PETROLIO – Torna ottimismo su tregua dazi e attese tagli Opec

PETROLIO – Torna ottimismo su tregua dazi e attese tagli Opec

Gli strumenti migliori per cogliere l’opportunità di crescita o discesa del prezzo del greggio…

Brent (+4% a 62 usd) e Wti (+5% a 53,50 usd) avviano in deciso rialzo l’ultimo mese dell’anno. Novembre è stato il peggior mese dell’ultimo decennio con una perdita del 22%.

Prezzi in recupero grazie alle importanti novità del weekend.

1) Stati Uniti e Cina hanno concordato una tregua di 90 giorni per arrivare a una soluzione definitiva sulla disputa dei dazi commerciali. La guerra commerciale tra le due maggiori economie del mondo avviata a inizio anno ha pesato molto sul commercio globale, scatenando le preoccupazioni di un rallentamento della crescita e di riflesso della domanda di greggio.

2) Il meeting OPEC in agenda il prossimo 6 dicembre potrebbe decidere un taglio dell’offerta. A Buenos Aires, Vladimir Putin ha annunciato che il patto Russia-Opec sarà esteso a tutto il 2019. I paesi aderenti al Cartello si riuniscono questa settimana a Vienna. Ci si aspetta un taglio alla produzione nell’ordine del milione di barili al giorno. Fino a pochi giorni fa si pensava che la Russia si sarebbe sfilata dall’intesa raggiunta nel 2016. La produzione petrolifera russa si è attestata a 11,37 milioni di barili/giorno a novembre, in calo dal record post-sovietico di 11,41 milioni di barili raggiunto a ottobre, secondo i dati del ministero dell’Energia.

3) Dietro al rimbalzo c’è anche la decisione delle autorità dello Stato canadese dell’Alberta, quello da dove arriva una parte rilevante dello share Oil canadese, di ridurre di 325.000 barili la produzione giornaliera. Si tratta di una riduzione dell’8,7%, necessaria per gestire “un collo di bottiglia” del sistema di trasporto via terra.

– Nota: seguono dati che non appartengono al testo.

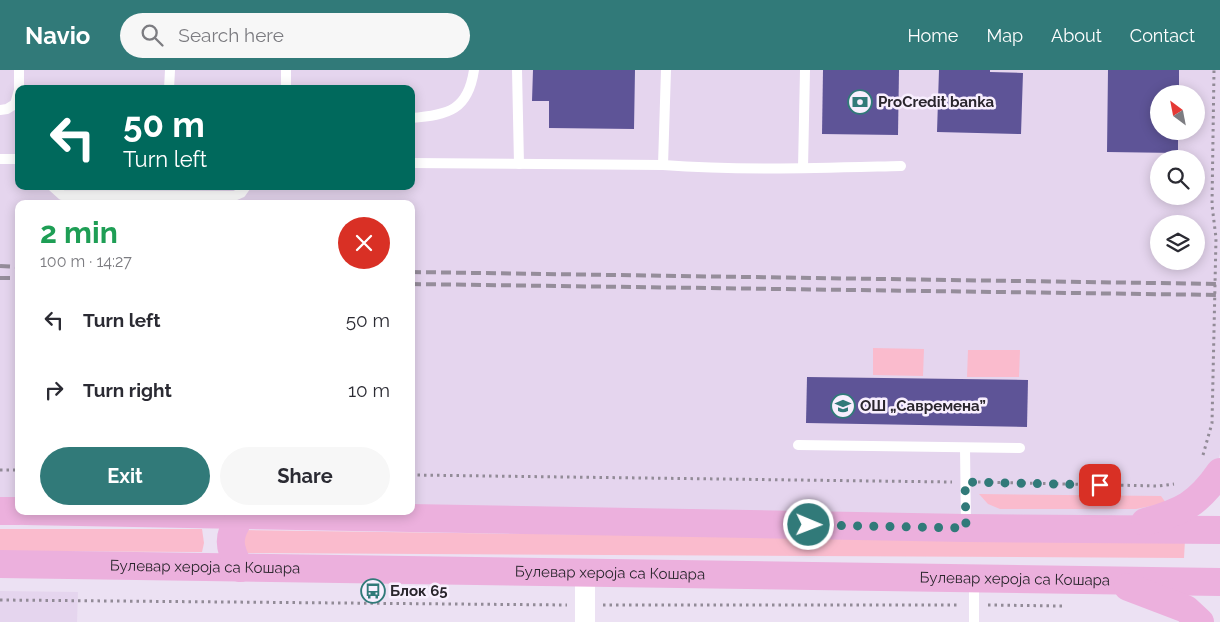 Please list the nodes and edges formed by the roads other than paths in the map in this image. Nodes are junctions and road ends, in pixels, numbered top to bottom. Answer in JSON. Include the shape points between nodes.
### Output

Intanto, all’interno dell’OPEC, il Qatar ha annunciato che lascerà il club dei produttori a gennaio. La produzione di petrolio del Qatar è di circa 600mila barili al giorno, su una domanda giornaliera che ormai supera i 90 milioni di barili., ma è il maggiore esportatore mondiale di gas naturale liquefatto (GNL). Lo stato del Golfo è ai ferri corti con il suo vicino molto più grande, l’Arabia Saudita, e di fatto leader dell’OPEC.

Nel frattempo, i produttori di petrolio negli Stati Uniti continuano a sfornare quantità record di petrolio, con una produzione di oltre 11,5 milioni di barili al giorno.

Graficamente, le due ampie “candele nere” su base mensile di ottobre e novembre evidenziano meglio di ogni altra considerazione il “dramma” vissuto dal greggio.

Il Wti ha ceduto sia la trendline ascendente che l’importante supporto statico a 55 usd. Il Brent ha ceduto, a sua volta, la parte bassa del canale ascendente avviato dal 2016 toccando millimetricamente il supporto statico a 58,30 usd. Segnali di riequilibrio si concretizzeranno con il rispettivo ritorno sopra 62 usd e 55 usd.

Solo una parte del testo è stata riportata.